Exercise requirements
Your answer should hold each line of the material that contains the word "Westerdreef".
BEGIN Provided records
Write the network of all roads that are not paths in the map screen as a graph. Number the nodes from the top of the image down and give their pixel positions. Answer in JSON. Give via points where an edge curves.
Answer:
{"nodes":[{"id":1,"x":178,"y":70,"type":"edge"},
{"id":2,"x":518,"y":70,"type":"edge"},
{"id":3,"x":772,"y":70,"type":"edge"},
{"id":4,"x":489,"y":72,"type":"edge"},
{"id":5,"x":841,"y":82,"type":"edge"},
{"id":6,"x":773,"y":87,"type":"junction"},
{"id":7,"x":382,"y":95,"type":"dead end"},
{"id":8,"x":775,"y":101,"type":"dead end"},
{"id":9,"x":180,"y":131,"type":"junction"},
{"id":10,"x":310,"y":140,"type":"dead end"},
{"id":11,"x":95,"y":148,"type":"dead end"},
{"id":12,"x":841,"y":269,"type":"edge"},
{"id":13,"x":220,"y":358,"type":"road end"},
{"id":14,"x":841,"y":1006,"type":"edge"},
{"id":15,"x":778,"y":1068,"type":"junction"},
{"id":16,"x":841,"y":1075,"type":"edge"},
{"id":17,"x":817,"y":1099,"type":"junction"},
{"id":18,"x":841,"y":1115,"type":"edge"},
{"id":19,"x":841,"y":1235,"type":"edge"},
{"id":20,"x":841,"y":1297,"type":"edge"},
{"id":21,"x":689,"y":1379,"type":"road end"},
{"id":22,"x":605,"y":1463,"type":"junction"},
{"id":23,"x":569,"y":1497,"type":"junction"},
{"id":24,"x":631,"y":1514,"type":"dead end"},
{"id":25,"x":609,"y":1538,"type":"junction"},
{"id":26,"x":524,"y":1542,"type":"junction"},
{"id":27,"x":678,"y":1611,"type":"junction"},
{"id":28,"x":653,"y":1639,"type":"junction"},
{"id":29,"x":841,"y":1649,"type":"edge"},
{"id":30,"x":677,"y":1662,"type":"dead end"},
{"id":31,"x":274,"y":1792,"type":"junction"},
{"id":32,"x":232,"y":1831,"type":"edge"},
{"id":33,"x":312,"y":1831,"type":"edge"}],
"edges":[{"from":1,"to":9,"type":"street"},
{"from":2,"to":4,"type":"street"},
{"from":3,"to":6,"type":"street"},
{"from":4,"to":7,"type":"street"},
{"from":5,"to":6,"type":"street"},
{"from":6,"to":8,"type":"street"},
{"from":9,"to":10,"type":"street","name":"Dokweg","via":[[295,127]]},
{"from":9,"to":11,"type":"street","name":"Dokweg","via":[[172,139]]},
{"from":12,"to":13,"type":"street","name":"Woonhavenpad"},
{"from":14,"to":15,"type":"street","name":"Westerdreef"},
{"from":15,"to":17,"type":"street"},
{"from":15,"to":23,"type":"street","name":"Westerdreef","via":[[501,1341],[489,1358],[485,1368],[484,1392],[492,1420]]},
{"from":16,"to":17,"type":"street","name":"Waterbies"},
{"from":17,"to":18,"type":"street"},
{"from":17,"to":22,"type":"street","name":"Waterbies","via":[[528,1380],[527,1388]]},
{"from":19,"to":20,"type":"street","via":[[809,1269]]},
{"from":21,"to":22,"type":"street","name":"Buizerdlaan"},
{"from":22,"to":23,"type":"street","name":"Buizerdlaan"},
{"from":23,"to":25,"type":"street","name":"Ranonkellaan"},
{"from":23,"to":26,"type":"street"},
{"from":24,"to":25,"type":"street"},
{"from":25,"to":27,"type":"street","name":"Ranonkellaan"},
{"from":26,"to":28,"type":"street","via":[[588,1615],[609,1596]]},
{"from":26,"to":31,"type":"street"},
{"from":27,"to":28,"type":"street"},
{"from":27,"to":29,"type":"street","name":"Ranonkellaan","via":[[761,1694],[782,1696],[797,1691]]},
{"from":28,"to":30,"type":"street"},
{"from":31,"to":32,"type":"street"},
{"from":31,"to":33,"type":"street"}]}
END Provided records
Task solution
{"from":14,"to":15,"type":"street","name":"Westerdreef"},
{"from":15,"to":23,"type":"street","name":"Westerdreef","via":[[501,1341],[489,1358],[485,1368],[484,1392],[492,1420]]},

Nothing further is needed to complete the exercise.